An epidural is an analgesic injected into the spine during the first stage of labor. It drastically reduces the pain of labor to virtually no pain, and it helps the mother get rest for the physically demanding pushing part of labor.
Should you get an epidural? It really depends on personal preference. There are pros and cons of both.
Epidurals are very popular and are used in about 66% of births in the US.
For the baby, epidurals don’t have big differences in APGAR score, fetal distress, or NICU time. The epidural does raise the risk of a maternal fever during labor, which could prompt doctors to administer antibiotics to be safe and thus expose the baby to antibiotics.

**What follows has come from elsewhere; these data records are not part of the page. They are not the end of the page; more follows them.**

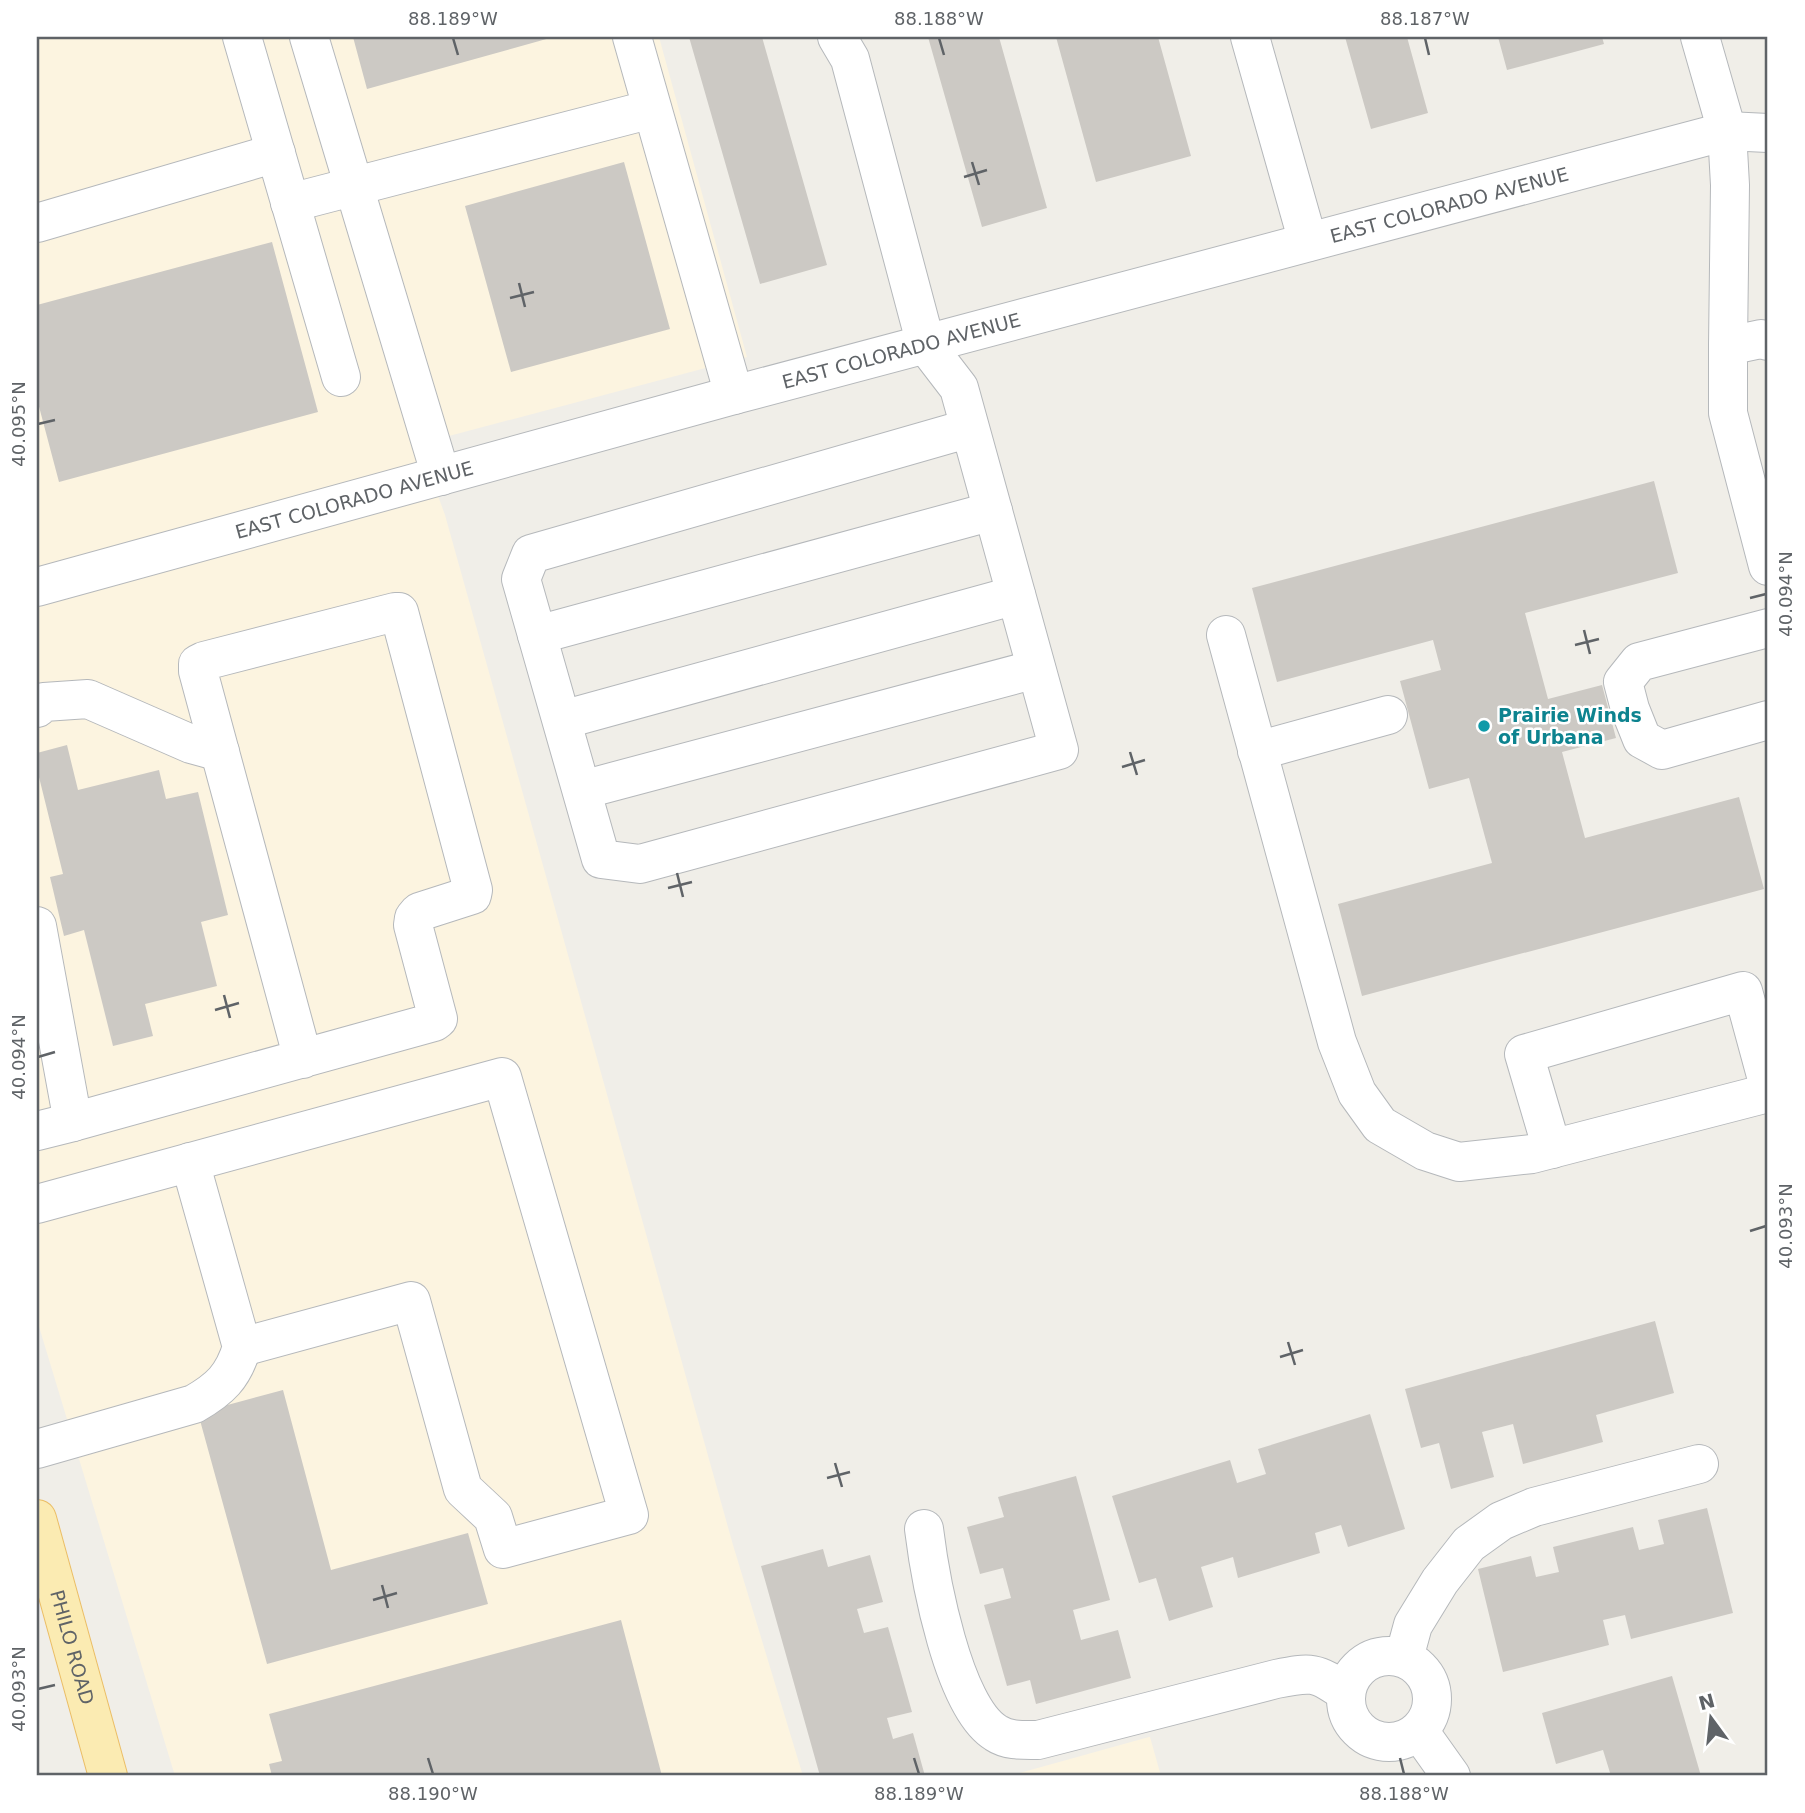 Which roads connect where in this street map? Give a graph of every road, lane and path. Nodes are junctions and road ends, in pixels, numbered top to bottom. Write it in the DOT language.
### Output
graph roads {
  1 [pos="242,37"];
  2 [pos="309,37"];
  3 [pos="632,37"];
  4 [pos="837,37"];
  5 [pos="1250,37"];
  6 [pos="1700,37"];
  7 [pos="652,109"];
  8 [pos="1727,131"];
  9 [pos="1768,133"];
  10 [pos="276,153"];
  11 [pos="354,186"];
  12 [pos="290,203"];
  13 [pos="37,223"];
  14 [pos="1308,243"];
  15 [pos="1768,341"];
  16 [pos="926,345"];
  17 [pos="1728,346"];
  18 [pos="341,377"];
  19 [pos="734,395"];
  20 [pos="970,429"];
  21 [pos="441,476"];
  22 [pos="993,512"];
  23 [pos="1768,566"];
  24 [pos="37,587"];
  25 [pos="1016,594"];
  26 [pos="1768,628"];
  27 [pos="537,635"];
  28 [pos="1226,635"];
  29 [pos="1036,669"];
  30 [pos="37,708"];
  31 [pos="1388,715"];
  32 [pos="562,720"];
  33 [pos="1768,720"];
  34 [pos="1257,751"];
  35 [pos="220,752"];
  36 [pos="582,790"];
  37 [pos="37,926"];
  38 [pos="303,1059"];
  39 [pos="1768,1083"];
  40 [pos="1768,1093"];
  41 [pos="55,1127"];
  42 [pos="1552,1149"];
  43 [pos="190,1162"];
  44 [pos="37,1204"];
  45 [pos="242,1347"];
  46 [pos="37,1449"];
  47 [pos="1699,1465"];
  48 [pos="37,1519"];
  49 [pos="924,1529"];
  50 [pos="46,1586"];
  51 [pos="1404,1658"];
  52 [pos="1346,1693"];
  53 [pos="1419,1731"];
  54 [pos="108,1776"];
  55 [pos="1451,1776"];
  1 -- 10 [label="street"];
  2 -- 11 [label="street"];
  3 -- 7 [label="street"];
  4 -- 16 [label="street"];
  5 -- 14 [label="street"];
  6 -- 8 [label="street"];
  7 -- 11 [label="street"];
  7 -- 19 [label="street"];
  8 -- 9 [label="street, EAST COLORADO AVENUE"];
  8 -- 14 [label="street, EAST COLORADO AVENUE"];
  8 -- 17 [label="street"];
  10 -- 12 [label="street"];
  10 -- 13 [label="street"];
  11 -- 12 [label="street"];
  11 -- 21 [label="street"];
  12 -- 18 [label="street"];
  14 -- 16 [label="street, EAST COLORADO AVENUE"];
  15 -- 17 [label="street"];
  16 -- 19 [label="street, EAST COLORADO AVENUE"];
  16 -- 20 [label="street"];
  17 -- 23 [label="street"];
  19 -- 21 [label="street, EAST COLORADO AVENUE"];
  20 -- 22 [label="street"];
  20 -- 27 [label="street"];
  21 -- 24 [label="street, EAST COLORADO AVENUE"];
  22 -- 25 [label="street"];
  22 -- 27 [label="street"];
  25 -- 29 [label="street"];
  25 -- 32 [label="street"];
  26 -- 33 [label="street"];
  27 -- 32 [label="street"];
  28 -- 34 [label="street"];
  29 -- 36 [label="street"];
  29 -- 36 [label="street"];
  30 -- 35 [label="street"];
  31 -- 34 [label="street"];
  32 -- 36 [label="street"];
  34 -- 42 [label="street"];
  35 -- 38 [label="street"];
  35 -- 38 [label="street"];
  37 -- 41 [label="street"];
  38 -- 41 [label="street"];
  39 -- 42 [label="street"];
  40 -- 42 [label="street"];
  43 -- 44 [label="street"];
  43 -- 45 [label="street"];
  43 -- 45 [label="street"];
  45 -- 46 [label="street"];
  47 -- 51 [label="street"];
  48 -- 50 [label="main road, PHILO ROAD"];
  49 -- 52 [label="street"];
  50 -- 54 [label="main road, PHILO ROAD"];
  51 -- 52 [label="street"];
  51 -- 53 [label="street"];
  52 -- 53 [label="street"];
  53 -- 55 [label="street"];
}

The epidural does come with a number of cons:
- Increased risk of forceps or vacuum extractor in delivery
- Greater use of C-section for fetal distress
- Longer pushing time (15 minutes)
- Greater use of Pitocin in labor to compensate for slowing in contractions
- Higher chance of baby facing up at birth (possibly due to less walking)
- Greater chance of maternal hypotension
- Longer recovery postpartum
- Increased chance of fever in labor
- 1/200 epidurals cause a wet tap, where the needle goes into the spinal fluid and causes a headache for a few days
Book author Emily Oster ultimately chose to deliver both children without an epidural.